Stored dataset items:

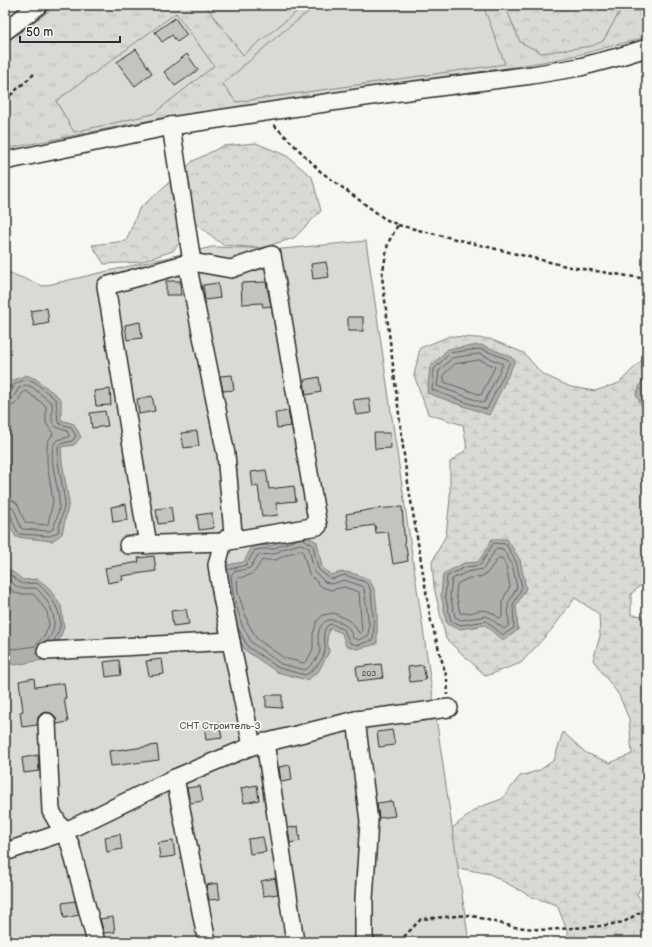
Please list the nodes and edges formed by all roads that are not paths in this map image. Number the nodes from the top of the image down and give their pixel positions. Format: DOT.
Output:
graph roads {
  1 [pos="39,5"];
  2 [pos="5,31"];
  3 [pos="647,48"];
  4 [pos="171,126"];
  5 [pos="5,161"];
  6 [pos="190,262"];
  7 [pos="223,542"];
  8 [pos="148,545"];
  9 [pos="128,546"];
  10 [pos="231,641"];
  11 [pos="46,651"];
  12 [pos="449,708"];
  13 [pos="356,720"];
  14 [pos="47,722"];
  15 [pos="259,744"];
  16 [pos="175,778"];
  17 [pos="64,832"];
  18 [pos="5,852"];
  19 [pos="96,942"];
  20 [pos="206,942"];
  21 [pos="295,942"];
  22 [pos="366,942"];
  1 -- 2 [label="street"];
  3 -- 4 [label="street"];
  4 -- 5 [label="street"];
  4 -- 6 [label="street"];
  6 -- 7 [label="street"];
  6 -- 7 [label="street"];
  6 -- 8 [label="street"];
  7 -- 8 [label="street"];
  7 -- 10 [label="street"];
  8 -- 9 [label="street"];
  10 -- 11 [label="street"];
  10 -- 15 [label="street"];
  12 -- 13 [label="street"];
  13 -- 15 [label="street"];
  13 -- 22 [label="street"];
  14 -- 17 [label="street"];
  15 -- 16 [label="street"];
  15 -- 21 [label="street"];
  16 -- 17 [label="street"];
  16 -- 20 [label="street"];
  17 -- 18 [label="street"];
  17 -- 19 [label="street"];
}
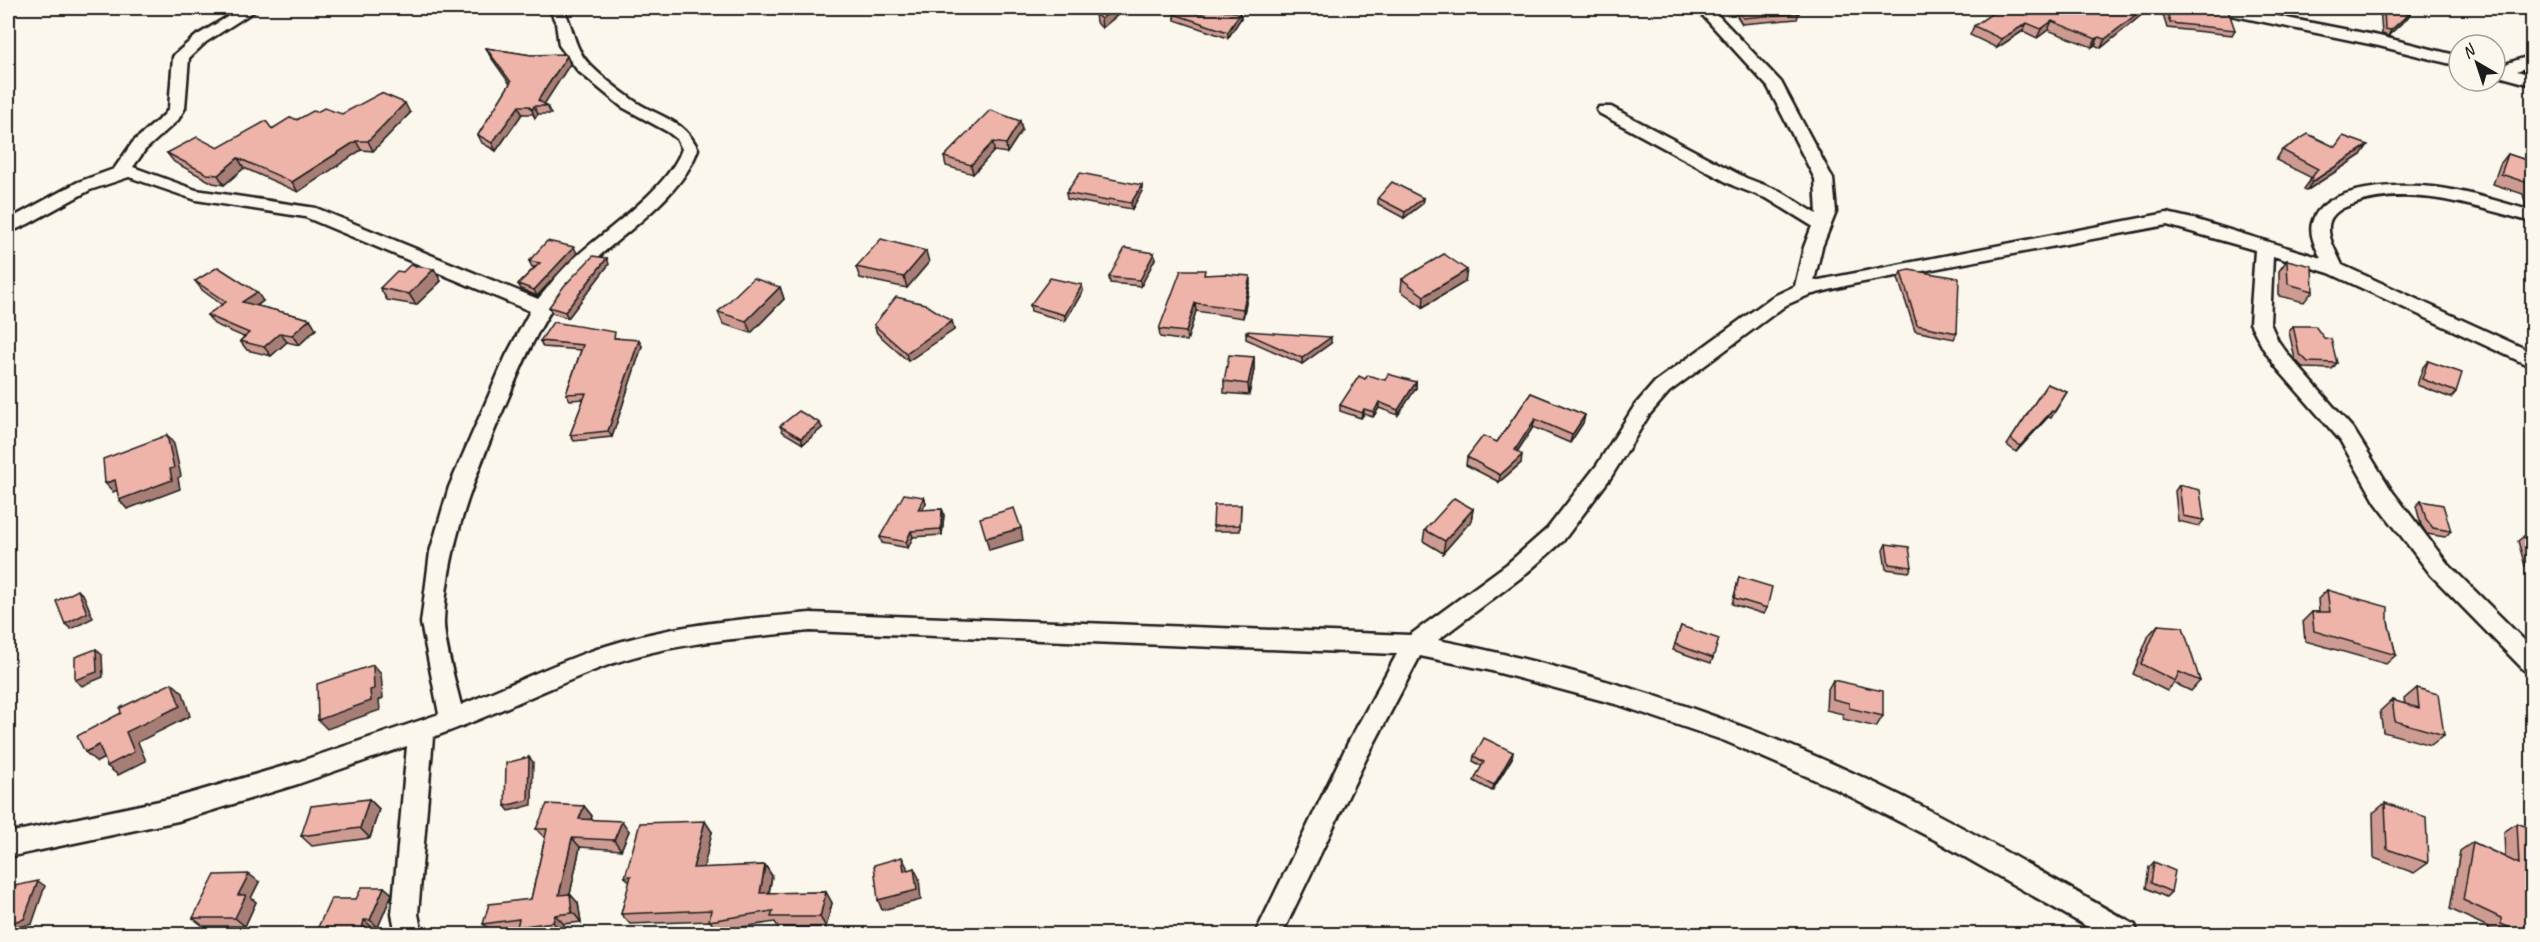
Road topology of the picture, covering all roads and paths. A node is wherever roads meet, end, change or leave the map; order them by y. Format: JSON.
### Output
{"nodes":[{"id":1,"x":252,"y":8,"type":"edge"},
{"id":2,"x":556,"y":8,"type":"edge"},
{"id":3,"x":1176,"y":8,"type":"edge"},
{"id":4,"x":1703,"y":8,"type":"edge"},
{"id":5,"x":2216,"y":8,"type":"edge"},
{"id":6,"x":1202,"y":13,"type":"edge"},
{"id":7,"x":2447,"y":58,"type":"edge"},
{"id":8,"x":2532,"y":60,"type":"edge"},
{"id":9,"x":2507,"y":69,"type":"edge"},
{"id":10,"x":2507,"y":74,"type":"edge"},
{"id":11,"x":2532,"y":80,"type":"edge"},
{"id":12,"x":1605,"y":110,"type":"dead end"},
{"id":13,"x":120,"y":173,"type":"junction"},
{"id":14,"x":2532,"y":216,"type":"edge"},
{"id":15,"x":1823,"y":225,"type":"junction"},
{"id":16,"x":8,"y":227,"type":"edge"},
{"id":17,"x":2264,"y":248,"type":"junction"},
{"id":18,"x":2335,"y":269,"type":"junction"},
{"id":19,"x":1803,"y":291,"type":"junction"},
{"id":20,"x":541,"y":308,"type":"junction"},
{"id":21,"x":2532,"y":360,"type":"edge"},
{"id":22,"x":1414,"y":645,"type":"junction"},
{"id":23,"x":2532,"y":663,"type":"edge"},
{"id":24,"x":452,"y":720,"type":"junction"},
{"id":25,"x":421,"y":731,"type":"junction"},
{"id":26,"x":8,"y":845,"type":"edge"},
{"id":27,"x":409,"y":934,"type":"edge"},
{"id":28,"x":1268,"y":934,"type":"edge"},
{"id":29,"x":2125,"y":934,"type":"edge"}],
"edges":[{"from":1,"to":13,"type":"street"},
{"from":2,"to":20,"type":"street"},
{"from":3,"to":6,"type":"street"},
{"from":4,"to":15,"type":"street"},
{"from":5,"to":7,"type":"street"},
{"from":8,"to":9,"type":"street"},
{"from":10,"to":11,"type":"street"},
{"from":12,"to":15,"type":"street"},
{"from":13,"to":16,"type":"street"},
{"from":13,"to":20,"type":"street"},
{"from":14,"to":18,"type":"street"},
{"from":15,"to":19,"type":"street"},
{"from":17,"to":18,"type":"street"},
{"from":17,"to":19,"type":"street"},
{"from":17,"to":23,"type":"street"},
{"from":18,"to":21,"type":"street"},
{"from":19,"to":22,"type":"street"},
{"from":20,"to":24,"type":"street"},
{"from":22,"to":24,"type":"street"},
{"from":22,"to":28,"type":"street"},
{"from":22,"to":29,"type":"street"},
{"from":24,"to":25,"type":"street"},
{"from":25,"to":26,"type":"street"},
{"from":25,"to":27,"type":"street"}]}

# [To do]
Once the pictures are removed, return the entries exactly as they stand.

# [Solved exercise]
Please list the nodes and edges formed by all roads that are not paths in this map image. Number the nodes from the top of the image down and give their pixel positions. Format: DOT.
Output:
graph roads {
  1 [pos="39,5"];
  2 [pos="5,31"];
  3 [pos="647,48"];
  4 [pos="171,126"];
  5 [pos="5,161"];
  6 [pos="190,262"];
  7 [pos="223,542"];
  8 [pos="148,545"];
  9 [pos="128,546"];
  10 [pos="231,641"];
  11 [pos="46,651"];
  12 [pos="449,708"];
  13 [pos="356,720"];
  14 [pos="47,722"];
  15 [pos="259,744"];
  16 [pos="175,778"];
  17 [pos="64,832"];
  18 [pos="5,852"];
  19 [pos="96,942"];
  20 [pos="206,942"];
  21 [pos="295,942"];
  22 [pos="366,942"];
  1 -- 2 [label="street"];
  3 -- 4 [label="street"];
  4 -- 5 [label="street"];
  4 -- 6 [label="street"];
  6 -- 7 [label="street"];
  6 -- 7 [label="street"];
  6 -- 8 [label="street"];
  7 -- 8 [label="street"];
  7 -- 10 [label="street"];
  8 -- 9 [label="street"];
  10 -- 11 [label="street"];
  10 -- 15 [label="street"];
  12 -- 13 [label="street"];
  13 -- 15 [label="street"];
  13 -- 22 [label="street"];
  14 -- 17 [label="street"];
  15 -- 16 [label="street"];
  15 -- 21 [label="street"];
  16 -- 17 [label="street"];
  16 -- 20 [label="street"];
  17 -- 18 [label="street"];
  17 -- 19 [label="street"];
}
Road topology of the picture, covering all roads and paths. A node is wherever roads meet, end, change or leave the map; order them by y. Format: JSON.
### Output
{"nodes":[{"id":1,"x":252,"y":8,"type":"edge"},
{"id":2,"x":556,"y":8,"type":"edge"},
{"id":3,"x":1176,"y":8,"type":"edge"},
{"id":4,"x":1703,"y":8,"type":"edge"},
{"id":5,"x":2216,"y":8,"type":"edge"},
{"id":6,"x":1202,"y":13,"type":"edge"},
{"id":7,"x":2447,"y":58,"type":"edge"},
{"id":8,"x":2532,"y":60,"type":"edge"},
{"id":9,"x":2507,"y":69,"type":"edge"},
{"id":10,"x":2507,"y":74,"type":"edge"},
{"id":11,"x":2532,"y":80,"type":"edge"},
{"id":12,"x":1605,"y":110,"type":"dead end"},
{"id":13,"x":120,"y":173,"type":"junction"},
{"id":14,"x":2532,"y":216,"type":"edge"},
{"id":15,"x":1823,"y":225,"type":"junction"},
{"id":16,"x":8,"y":227,"type":"edge"},
{"id":17,"x":2264,"y":248,"type":"junction"},
{"id":18,"x":2335,"y":269,"type":"junction"},
{"id":19,"x":1803,"y":291,"type":"junction"},
{"id":20,"x":541,"y":308,"type":"junction"},
{"id":21,"x":2532,"y":360,"type":"edge"},
{"id":22,"x":1414,"y":645,"type":"junction"},
{"id":23,"x":2532,"y":663,"type":"edge"},
{"id":24,"x":452,"y":720,"type":"junction"},
{"id":25,"x":421,"y":731,"type":"junction"},
{"id":26,"x":8,"y":845,"type":"edge"},
{"id":27,"x":409,"y":934,"type":"edge"},
{"id":28,"x":1268,"y":934,"type":"edge"},
{"id":29,"x":2125,"y":934,"type":"edge"}],
"edges":[{"from":1,"to":13,"type":"street"},
{"from":2,"to":20,"type":"street"},
{"from":3,"to":6,"type":"street"},
{"from":4,"to":15,"type":"street"},
{"from":5,"to":7,"type":"street"},
{"from":8,"to":9,"type":"street"},
{"from":10,"to":11,"type":"street"},
{"from":12,"to":15,"type":"street"},
{"from":13,"to":16,"type":"street"},
{"from":13,"to":20,"type":"street"},
{"from":14,"to":18,"type":"street"},
{"from":15,"to":19,"type":"street"},
{"from":17,"to":18,"type":"street"},
{"from":17,"to":19,"type":"street"},
{"from":17,"to":23,"type":"street"},
{"from":18,"to":21,"type":"street"},
{"from":19,"to":22,"type":"street"},
{"from":20,"to":24,"type":"street"},
{"from":22,"to":24,"type":"street"},
{"from":22,"to":28,"type":"street"},
{"from":22,"to":29,"type":"street"},
{"from":24,"to":25,"type":"street"},
{"from":25,"to":26,"type":"street"},
{"from":25,"to":27,"type":"street"}]}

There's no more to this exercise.